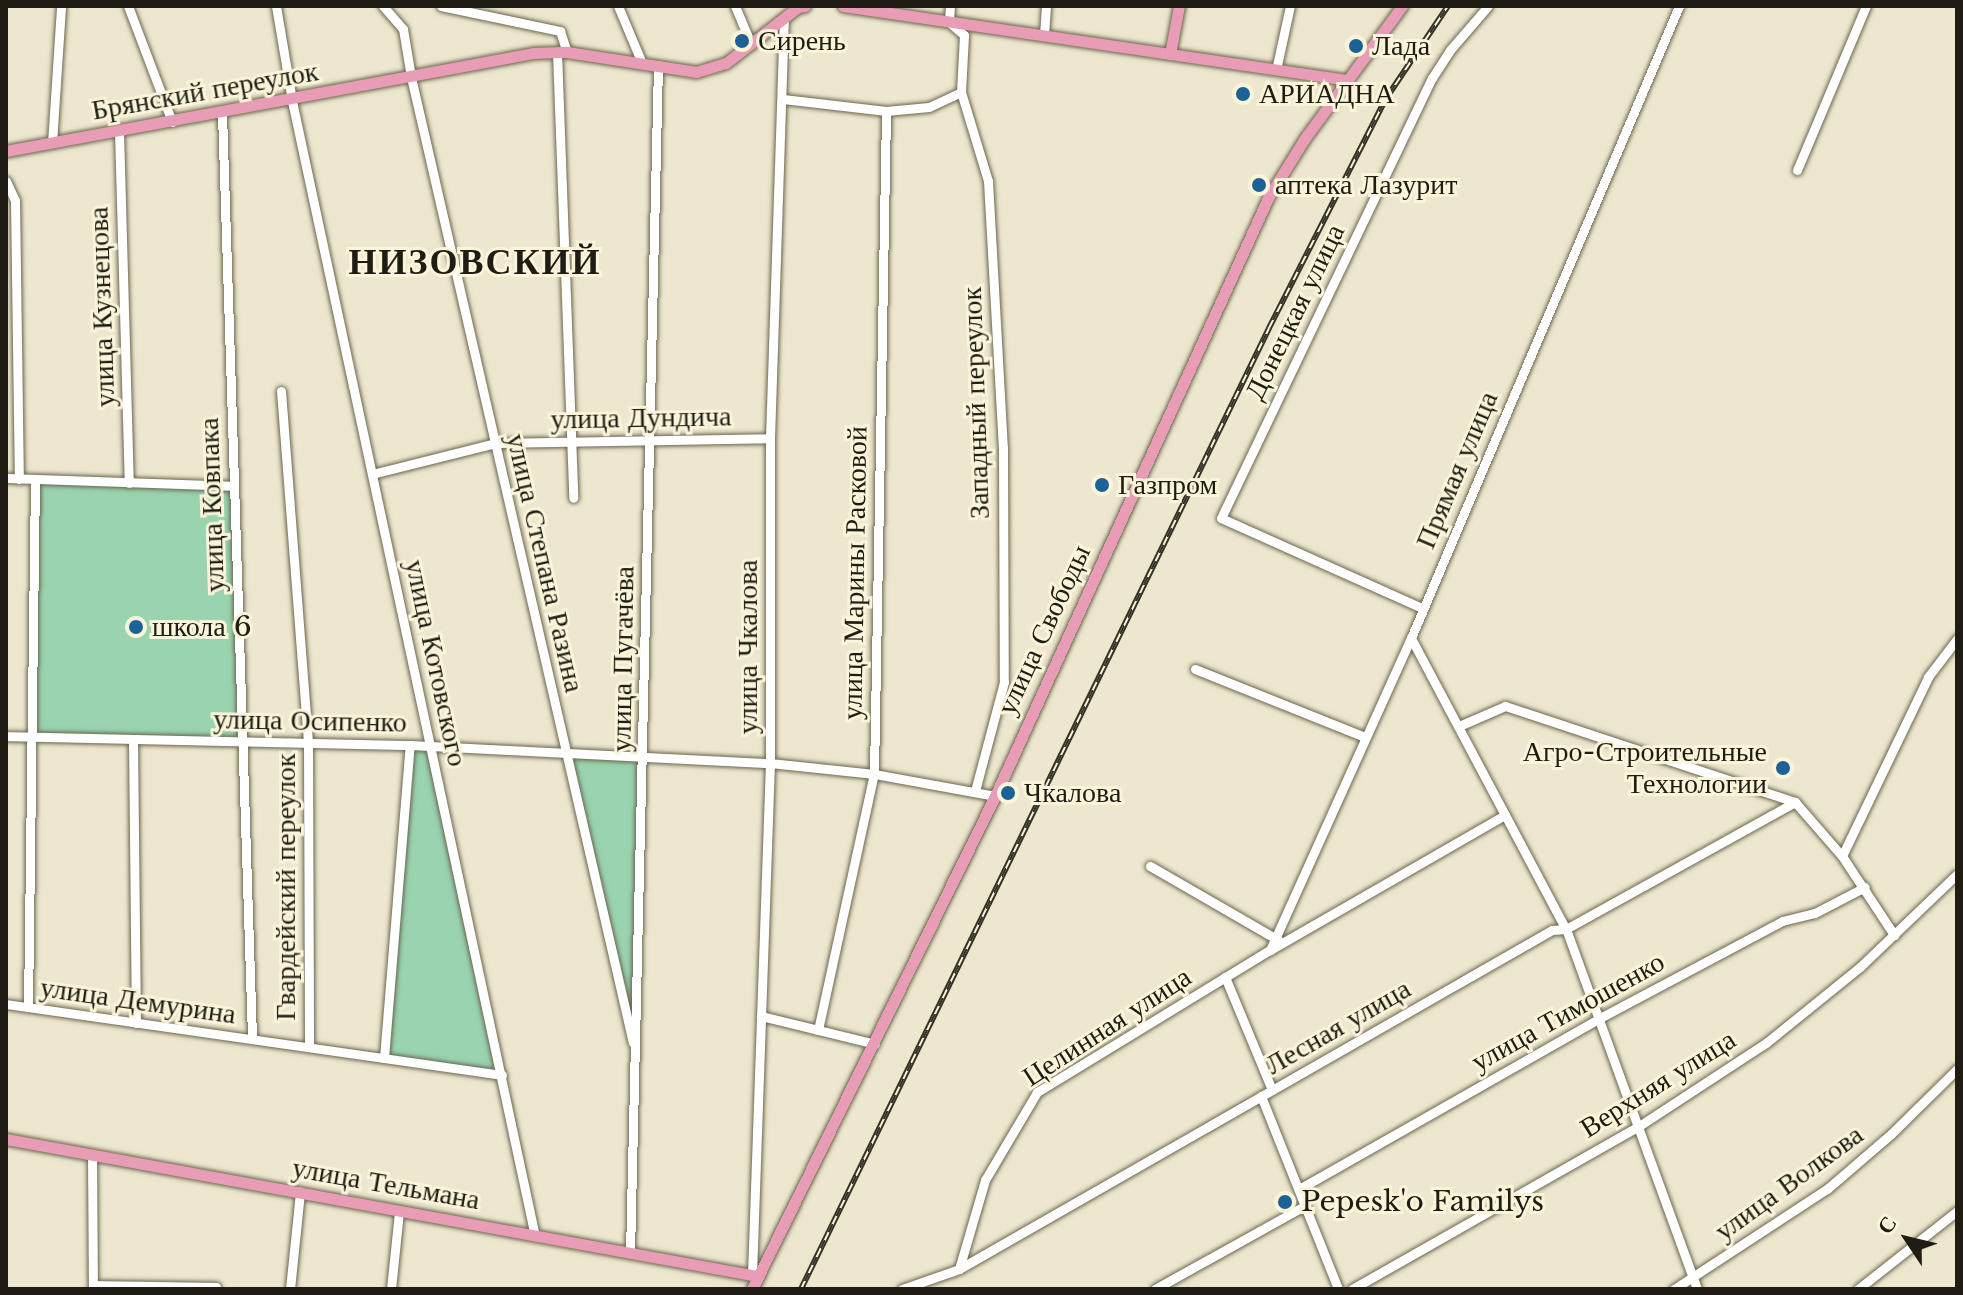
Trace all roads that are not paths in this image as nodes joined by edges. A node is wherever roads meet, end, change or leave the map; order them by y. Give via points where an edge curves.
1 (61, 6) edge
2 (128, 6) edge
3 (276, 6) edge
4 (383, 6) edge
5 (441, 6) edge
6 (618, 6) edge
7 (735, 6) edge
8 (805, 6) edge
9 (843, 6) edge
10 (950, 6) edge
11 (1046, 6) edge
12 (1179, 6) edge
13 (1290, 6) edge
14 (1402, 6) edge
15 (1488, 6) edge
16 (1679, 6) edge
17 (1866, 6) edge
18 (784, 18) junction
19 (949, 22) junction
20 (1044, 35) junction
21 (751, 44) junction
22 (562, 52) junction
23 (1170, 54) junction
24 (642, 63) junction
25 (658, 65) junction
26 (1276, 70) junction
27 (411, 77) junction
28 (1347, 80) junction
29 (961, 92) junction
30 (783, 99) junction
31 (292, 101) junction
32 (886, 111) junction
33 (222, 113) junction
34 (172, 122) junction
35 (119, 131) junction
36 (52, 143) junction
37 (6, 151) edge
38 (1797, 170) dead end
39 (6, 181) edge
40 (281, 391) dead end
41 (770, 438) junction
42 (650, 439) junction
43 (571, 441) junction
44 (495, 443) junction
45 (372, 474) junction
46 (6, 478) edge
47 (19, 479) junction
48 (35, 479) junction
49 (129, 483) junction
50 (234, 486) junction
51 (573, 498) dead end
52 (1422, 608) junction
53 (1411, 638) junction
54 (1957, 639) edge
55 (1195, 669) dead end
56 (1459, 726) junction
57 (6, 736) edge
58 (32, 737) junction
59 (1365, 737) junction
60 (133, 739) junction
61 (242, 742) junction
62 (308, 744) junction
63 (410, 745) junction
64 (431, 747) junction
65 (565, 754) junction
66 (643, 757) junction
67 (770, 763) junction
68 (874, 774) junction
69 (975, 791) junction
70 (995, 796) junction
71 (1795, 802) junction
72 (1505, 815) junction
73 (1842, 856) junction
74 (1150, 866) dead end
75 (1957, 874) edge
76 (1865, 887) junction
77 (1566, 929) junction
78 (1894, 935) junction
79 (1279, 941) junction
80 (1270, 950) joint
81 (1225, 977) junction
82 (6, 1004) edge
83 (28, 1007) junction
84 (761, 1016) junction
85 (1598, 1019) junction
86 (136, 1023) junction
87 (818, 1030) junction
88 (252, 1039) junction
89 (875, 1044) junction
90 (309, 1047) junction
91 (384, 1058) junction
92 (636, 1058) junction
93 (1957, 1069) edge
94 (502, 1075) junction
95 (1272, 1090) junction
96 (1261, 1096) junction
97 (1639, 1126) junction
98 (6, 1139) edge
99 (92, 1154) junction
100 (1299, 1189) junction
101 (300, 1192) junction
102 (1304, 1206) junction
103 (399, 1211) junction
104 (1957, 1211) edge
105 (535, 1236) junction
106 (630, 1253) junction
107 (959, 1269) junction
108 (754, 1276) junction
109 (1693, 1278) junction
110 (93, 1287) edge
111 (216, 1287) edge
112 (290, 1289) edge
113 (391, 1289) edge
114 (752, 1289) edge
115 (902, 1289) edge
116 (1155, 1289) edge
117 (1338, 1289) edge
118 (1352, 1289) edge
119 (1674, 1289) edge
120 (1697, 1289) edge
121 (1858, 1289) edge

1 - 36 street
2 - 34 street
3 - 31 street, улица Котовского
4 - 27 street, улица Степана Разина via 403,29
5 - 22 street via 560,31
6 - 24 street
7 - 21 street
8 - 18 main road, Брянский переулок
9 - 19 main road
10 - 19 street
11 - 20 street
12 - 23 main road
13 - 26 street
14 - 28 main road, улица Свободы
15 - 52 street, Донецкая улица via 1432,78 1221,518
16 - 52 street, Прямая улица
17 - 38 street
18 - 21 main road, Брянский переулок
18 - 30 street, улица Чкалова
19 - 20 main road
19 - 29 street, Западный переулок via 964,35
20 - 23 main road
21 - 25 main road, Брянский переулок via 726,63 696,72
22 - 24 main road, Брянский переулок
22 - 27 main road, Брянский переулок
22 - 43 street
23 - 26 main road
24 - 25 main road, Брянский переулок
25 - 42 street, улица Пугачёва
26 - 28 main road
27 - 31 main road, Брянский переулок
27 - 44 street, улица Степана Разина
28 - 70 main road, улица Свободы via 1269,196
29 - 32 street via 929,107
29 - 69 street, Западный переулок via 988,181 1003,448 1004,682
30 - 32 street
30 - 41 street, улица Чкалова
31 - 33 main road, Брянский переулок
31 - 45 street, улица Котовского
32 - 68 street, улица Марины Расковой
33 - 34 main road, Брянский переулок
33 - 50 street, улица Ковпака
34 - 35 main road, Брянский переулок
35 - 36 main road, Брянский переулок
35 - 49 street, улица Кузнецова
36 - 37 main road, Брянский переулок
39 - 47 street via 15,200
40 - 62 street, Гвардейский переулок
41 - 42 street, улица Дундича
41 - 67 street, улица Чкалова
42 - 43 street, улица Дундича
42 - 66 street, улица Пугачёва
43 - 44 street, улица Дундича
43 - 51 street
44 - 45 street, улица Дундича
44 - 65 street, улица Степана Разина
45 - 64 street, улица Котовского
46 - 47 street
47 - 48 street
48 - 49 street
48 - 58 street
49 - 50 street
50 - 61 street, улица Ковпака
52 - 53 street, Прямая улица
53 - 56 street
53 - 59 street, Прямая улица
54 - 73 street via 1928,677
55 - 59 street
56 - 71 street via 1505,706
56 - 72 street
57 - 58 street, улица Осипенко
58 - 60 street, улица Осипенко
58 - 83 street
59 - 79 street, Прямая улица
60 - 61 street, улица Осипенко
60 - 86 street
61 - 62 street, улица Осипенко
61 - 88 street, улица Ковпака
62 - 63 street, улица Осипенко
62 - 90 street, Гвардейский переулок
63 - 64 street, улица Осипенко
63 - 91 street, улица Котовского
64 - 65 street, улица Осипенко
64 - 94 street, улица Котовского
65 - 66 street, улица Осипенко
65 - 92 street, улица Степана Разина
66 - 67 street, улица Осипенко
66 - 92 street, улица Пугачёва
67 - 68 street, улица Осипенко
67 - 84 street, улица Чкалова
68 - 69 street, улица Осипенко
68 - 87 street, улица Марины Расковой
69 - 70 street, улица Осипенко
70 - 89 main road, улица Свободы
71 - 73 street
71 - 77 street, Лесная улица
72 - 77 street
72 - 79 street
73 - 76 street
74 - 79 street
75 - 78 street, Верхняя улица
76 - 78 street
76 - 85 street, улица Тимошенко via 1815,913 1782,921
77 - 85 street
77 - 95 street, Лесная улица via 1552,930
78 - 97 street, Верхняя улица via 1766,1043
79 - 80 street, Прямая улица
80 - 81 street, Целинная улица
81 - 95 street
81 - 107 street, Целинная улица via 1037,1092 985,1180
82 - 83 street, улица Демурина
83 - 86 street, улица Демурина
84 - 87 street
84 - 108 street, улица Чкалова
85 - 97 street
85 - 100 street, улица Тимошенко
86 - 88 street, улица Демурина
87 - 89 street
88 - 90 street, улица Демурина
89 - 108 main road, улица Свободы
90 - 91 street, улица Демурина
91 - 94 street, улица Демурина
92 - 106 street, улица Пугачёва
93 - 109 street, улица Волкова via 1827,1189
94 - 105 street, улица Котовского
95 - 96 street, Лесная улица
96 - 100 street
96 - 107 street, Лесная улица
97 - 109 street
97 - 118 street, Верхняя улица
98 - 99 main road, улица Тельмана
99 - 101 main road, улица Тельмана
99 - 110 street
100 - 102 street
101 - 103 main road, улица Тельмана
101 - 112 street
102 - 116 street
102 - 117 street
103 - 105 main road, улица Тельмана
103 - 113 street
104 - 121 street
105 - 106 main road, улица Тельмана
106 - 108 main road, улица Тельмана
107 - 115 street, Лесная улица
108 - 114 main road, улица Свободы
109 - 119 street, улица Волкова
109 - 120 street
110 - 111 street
☆ ☆ ☆ ☆ ☆ ☆ ☆
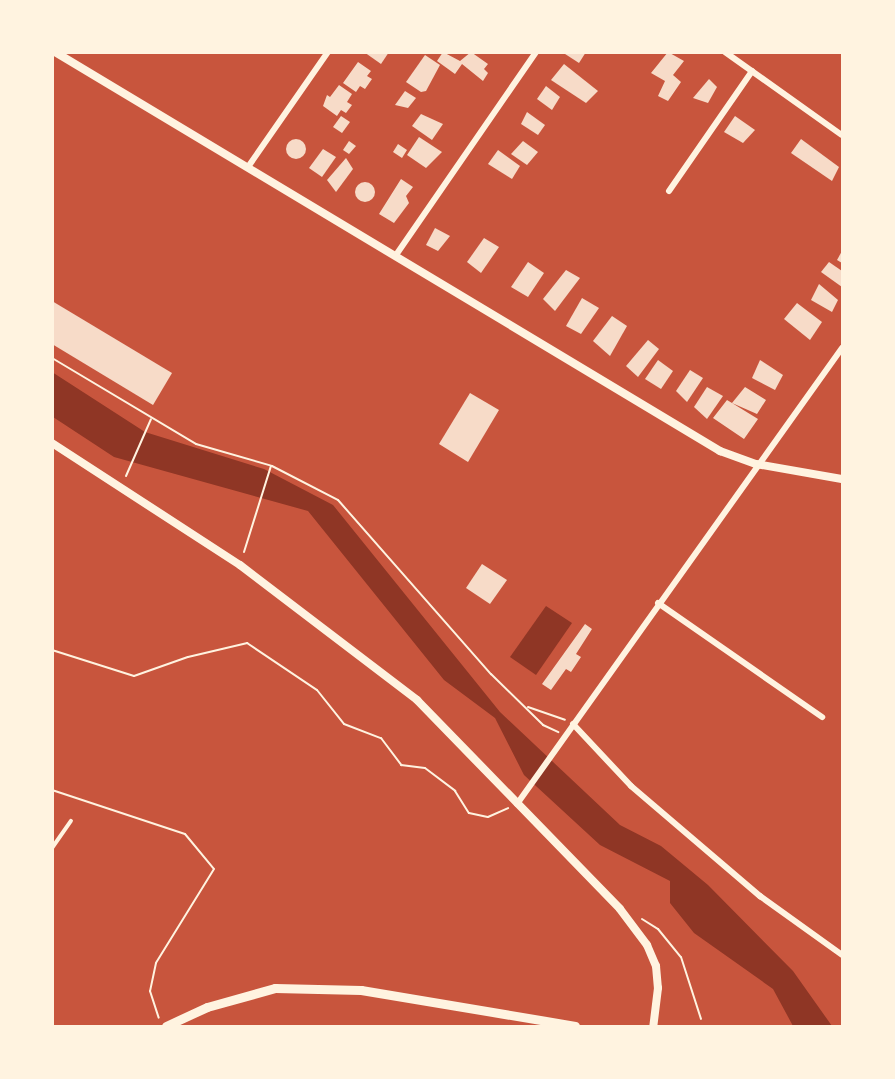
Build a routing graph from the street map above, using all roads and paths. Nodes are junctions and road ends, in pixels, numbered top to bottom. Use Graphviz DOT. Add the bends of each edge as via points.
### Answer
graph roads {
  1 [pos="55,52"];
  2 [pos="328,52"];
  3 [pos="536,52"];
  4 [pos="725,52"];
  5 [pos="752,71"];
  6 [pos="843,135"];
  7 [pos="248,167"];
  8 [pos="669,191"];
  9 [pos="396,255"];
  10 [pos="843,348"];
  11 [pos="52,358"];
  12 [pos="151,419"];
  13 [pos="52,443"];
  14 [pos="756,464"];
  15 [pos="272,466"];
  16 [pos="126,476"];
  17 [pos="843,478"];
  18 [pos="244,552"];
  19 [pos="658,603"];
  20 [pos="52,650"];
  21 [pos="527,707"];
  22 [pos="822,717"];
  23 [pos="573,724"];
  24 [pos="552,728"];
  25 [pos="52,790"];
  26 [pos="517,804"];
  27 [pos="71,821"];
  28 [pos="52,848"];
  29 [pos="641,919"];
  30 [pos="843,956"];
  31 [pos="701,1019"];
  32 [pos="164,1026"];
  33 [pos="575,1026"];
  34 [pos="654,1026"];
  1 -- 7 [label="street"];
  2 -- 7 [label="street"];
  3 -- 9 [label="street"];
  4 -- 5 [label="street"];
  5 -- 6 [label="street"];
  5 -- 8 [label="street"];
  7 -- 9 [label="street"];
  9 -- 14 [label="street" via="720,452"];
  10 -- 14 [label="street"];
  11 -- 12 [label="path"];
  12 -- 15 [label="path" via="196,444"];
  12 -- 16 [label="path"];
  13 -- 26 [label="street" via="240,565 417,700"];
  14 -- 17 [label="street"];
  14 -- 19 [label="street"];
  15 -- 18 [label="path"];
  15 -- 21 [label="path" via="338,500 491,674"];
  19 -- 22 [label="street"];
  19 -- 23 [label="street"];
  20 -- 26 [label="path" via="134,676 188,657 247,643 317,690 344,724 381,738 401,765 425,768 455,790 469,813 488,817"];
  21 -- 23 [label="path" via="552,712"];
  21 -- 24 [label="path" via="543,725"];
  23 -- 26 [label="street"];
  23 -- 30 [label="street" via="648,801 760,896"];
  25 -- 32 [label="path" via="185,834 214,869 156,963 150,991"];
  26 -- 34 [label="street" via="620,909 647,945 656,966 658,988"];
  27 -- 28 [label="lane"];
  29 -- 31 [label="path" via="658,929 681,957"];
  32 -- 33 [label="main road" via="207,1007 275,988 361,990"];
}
☆ ☆ ☆ ☆ ☆ ☆ ☆
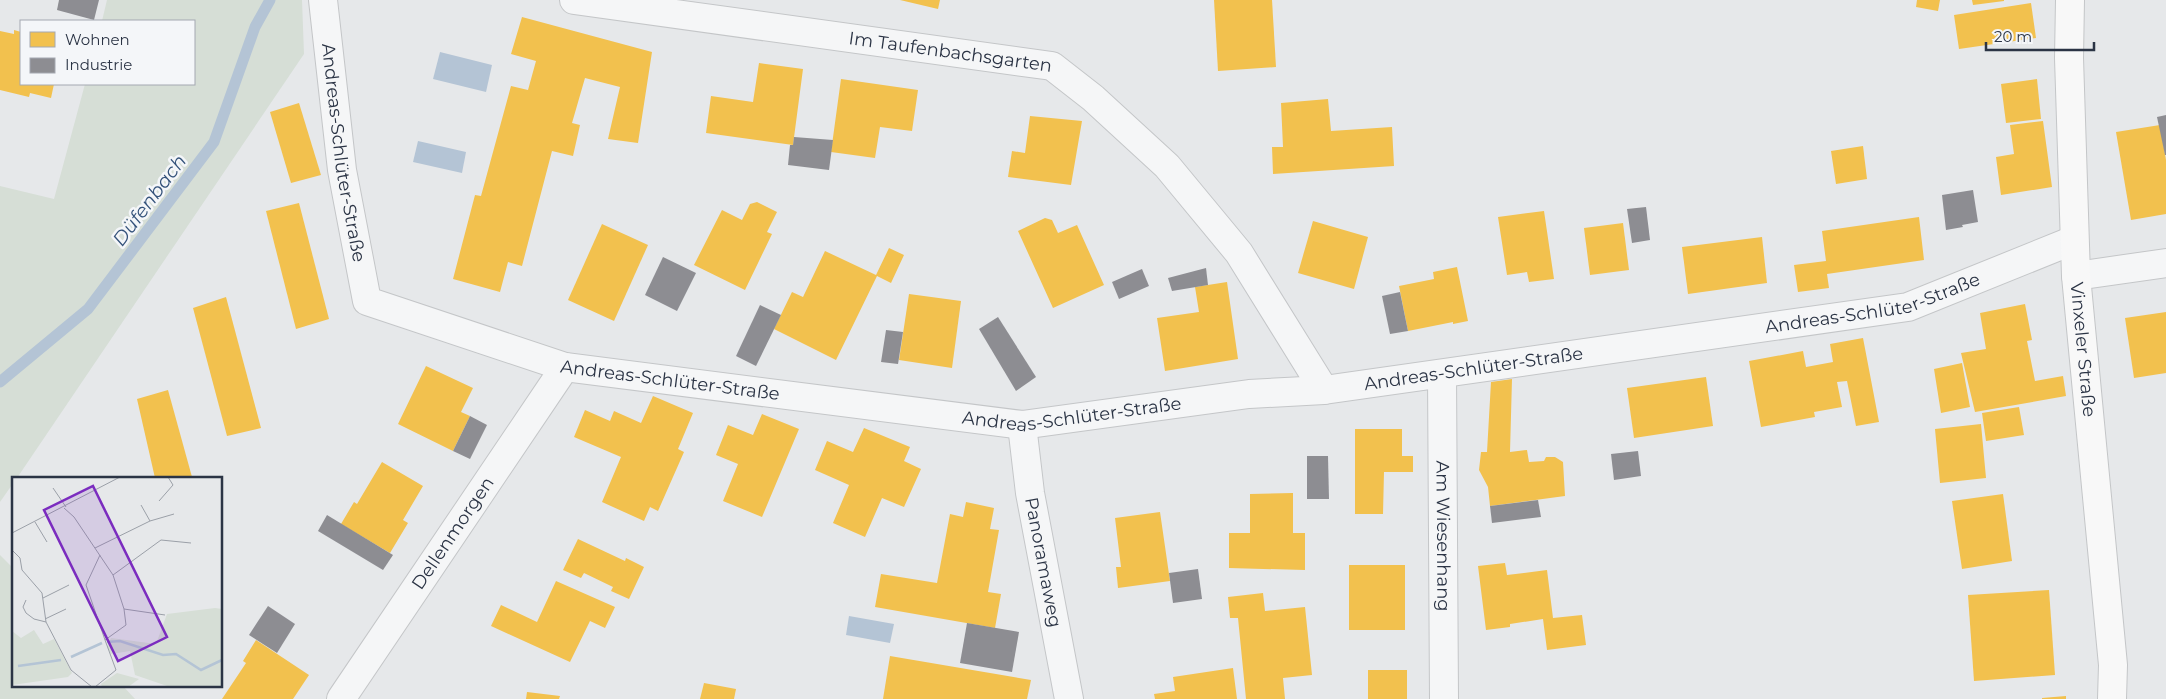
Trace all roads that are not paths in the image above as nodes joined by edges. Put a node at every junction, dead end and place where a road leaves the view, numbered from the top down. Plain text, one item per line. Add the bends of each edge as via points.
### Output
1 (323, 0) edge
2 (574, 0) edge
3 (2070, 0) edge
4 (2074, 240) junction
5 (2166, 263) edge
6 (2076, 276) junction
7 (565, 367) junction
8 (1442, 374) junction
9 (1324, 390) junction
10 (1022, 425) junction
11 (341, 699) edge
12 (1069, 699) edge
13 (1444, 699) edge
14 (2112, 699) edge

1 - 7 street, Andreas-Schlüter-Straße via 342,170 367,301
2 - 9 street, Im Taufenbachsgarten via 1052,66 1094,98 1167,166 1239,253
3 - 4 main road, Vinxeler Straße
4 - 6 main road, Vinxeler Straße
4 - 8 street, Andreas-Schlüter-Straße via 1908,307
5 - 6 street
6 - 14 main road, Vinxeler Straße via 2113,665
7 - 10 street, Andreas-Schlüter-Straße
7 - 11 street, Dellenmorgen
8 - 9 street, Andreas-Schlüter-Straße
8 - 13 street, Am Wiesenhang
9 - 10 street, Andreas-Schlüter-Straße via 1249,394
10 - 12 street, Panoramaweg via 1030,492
☆ ☆ ☆ ☆ ☆ ☆ ☆
## TASK TO COMPLETE
Nothing but a number is required: the number of lines in the material holding the string "above".

## YOUR RESPONSE
2